Well I was shocked, embarrassed and deflated. I didn't see him for a couple of days then he came to talk to me. The first thing he said was 'I would have gone on a walk with you, you know' to which I replied 'I wouldn't have asked you if I knew you were married', he said 'I know' and looked at me like he wasn't sure what to say, I said I was ok just felt a little awkward, he said not to as it made his day, he then said 'your not going to stop talking to me are you', and then the conversation descended into awkward chit chat.
That was two weeks ago and I've not seen him since, I'm pretty sure he's now avoiding me. I'm so embarrassed, I go from feeling sad to angry with him. He is the first man I've been interested in a long time so I guess I built it up in my head.
I now worry about who else knows at work, I've boosted his ego while destroying mine, I feel nervous all day worrying about who knows and who I'm going to bump into.

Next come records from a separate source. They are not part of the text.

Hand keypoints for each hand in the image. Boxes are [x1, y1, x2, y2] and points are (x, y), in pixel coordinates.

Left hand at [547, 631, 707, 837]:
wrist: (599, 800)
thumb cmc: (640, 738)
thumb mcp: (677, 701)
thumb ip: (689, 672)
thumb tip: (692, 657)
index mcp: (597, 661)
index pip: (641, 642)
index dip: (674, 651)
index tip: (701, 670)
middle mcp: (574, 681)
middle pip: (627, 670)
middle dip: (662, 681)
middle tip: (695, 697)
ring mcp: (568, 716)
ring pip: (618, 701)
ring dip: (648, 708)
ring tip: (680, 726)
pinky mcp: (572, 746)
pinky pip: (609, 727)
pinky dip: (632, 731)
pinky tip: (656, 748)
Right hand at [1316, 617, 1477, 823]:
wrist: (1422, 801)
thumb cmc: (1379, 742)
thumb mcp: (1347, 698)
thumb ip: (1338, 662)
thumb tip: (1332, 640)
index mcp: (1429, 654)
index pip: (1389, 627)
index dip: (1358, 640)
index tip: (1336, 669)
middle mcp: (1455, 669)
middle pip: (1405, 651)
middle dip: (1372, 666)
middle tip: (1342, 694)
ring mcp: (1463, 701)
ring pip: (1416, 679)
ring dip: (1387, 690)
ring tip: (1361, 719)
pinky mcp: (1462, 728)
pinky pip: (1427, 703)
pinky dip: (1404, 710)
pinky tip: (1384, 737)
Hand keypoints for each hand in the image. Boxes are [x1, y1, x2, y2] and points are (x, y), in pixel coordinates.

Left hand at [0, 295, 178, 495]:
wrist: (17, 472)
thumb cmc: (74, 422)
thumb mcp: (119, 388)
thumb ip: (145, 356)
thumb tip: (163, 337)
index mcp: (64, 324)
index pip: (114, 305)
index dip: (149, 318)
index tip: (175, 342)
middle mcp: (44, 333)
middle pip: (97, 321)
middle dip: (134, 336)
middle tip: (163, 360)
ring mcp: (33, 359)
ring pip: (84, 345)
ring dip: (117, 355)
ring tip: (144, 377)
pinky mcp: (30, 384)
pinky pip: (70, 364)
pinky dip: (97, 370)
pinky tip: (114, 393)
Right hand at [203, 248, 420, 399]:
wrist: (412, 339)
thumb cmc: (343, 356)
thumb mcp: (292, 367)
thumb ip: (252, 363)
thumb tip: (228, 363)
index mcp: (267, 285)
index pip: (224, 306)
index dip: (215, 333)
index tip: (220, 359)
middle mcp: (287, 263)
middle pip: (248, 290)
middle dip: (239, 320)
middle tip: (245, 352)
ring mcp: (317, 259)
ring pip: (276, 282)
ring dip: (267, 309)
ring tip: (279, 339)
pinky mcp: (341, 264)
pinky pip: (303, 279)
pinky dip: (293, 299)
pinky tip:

I needed to write my story down and get it off my chest so to speak as living alone I've only got the walls to talk to - I blame this all on lockdown - it made me go crazy! lol
Have I made a total mug of myself? How can I face him and retain my dignity? I feel the more he avoids me the more uncomfortable it feels, though I'm sure distance is probably the best thing.
I feel such an idiot, I deluded myself into thinking he liked me when it was all in my head, I'm a foolish fool. Let this be a lesson learned.